Facebook has paid individuals, some as young as 13, to install a virtual private network (VPN) that allows them to track their interactions on their mobile phone and on the web.

This is revealed Wednesday, a survey conducted by TechCrunch, which demonstrates that Facebook has used a gray area in Apple’s privacy policy to put the data collection application on the App Store . The app has also been launched on Android.

Facebook has confirmed that it is actually collecting data through this service.

Facebook Research offered users aged 13 to 35 to voluntarily provide their data in return for a monthly compensation of up to $20.

Any information transiting on the Internet

The Facebook Research application allowed the social network to access any information sent or received over the Internet on the phones on which it was installed. This means that text, photos, videos and any data received or sent by any application on the phones were accessible to Facebook.

To achieve this, the application used a VPN, which made all data pass through Facebook servers.

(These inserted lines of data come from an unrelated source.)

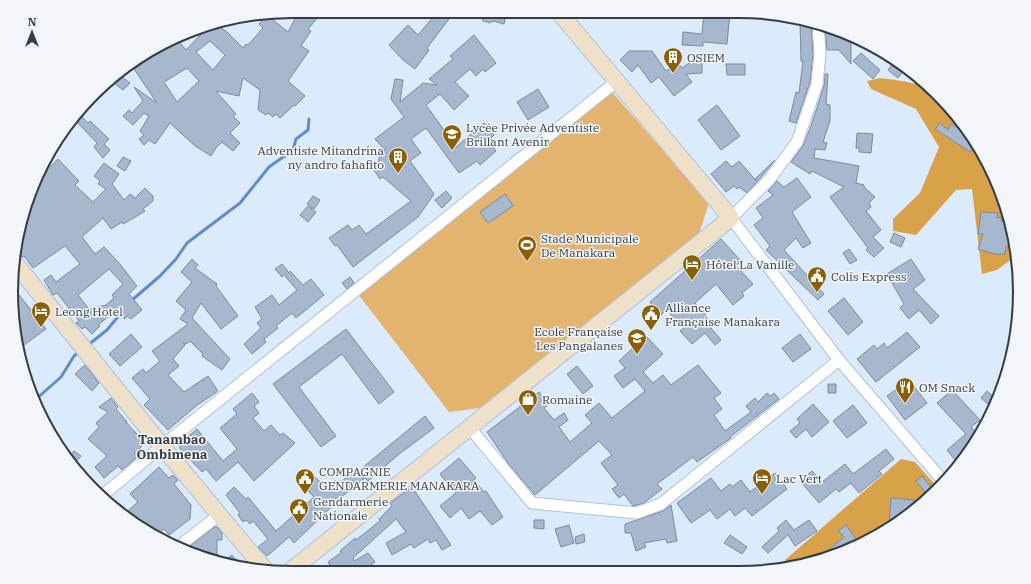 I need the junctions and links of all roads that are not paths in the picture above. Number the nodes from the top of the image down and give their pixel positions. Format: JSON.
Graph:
{"nodes":[{"id":1,"x":564,"y":18,"type":"edge"},
{"id":2,"x":818,"y":30,"type":"edge"},
{"id":3,"x":617,"y":81,"type":"junction"},
{"id":4,"x":731,"y":218,"type":"junction"},
{"id":5,"x":19,"y":268,"type":"edge"},
{"id":6,"x":839,"y":360,"type":"junction"},
{"id":7,"x":470,"y":428,"type":"junction"},
{"id":8,"x":162,"y":446,"type":"junction"},
{"id":9,"x":940,"y":478,"type":"edge"},
{"id":10,"x":106,"y":493,"type":"edge"},
{"id":11,"x":219,"y":515,"type":"junction"},
{"id":12,"x":183,"y":543,"type":"edge"},
{"id":13,"x":260,"y":564,"type":"edge"},
{"id":14,"x":297,"y":566,"type":"edge"}],
"edges":[{"from":1,"to":3,"type":"main road"},
{"from":2,"to":4,"type":"street"},
{"from":3,"to":4,"type":"main road"},
{"from":3,"to":8,"type":"street"},
{"from":4,"to":6,"type":"street"},
{"from":4,"to":7,"type":"main road"},
{"from":5,"to":8,"type":"main road"},
{"from":6,"to":7,"type":"street"},
{"from":6,"to":9,"type":"street"},
{"from":7,"to":14,"type":"main road"},
{"from":8,"to":10,"type":"street"},
{"from":8,"to":11,"type":"main road"},
{"from":11,"to":12,"type":"street"},
{"from":11,"to":13,"type":"main road"}]}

Onavo, another similarly-powered Facebook application, was removed from the App Store in June 2018 because it violated the store’s new privacy policy.

The App Store prohibits an application from collecting data on other applications installed on a phone for advertising or analysis purposes. To circumvent this rule, Facebook proposed to install Research using a “company developer certificate,” a feature of Apple phones that allow businesses to use apps for their employees without using the App Store .

Facebook reacts

The social network claims that only 5% of Research users were underage, and that all had provided signed parental consent. The company also indicates that all users were informed of the nature of the data collected.

Facebook now plans to close the application, while claiming to have nothing to reproach itself. The social network also claims that Facebook Research was not a clone of Onavo and was not intended to replace this application. Research actually coexisted with Onavo from 2016 to 2018 on Android, but was launched on iOS only after the withdrawal of Onavo in the summer of 2018.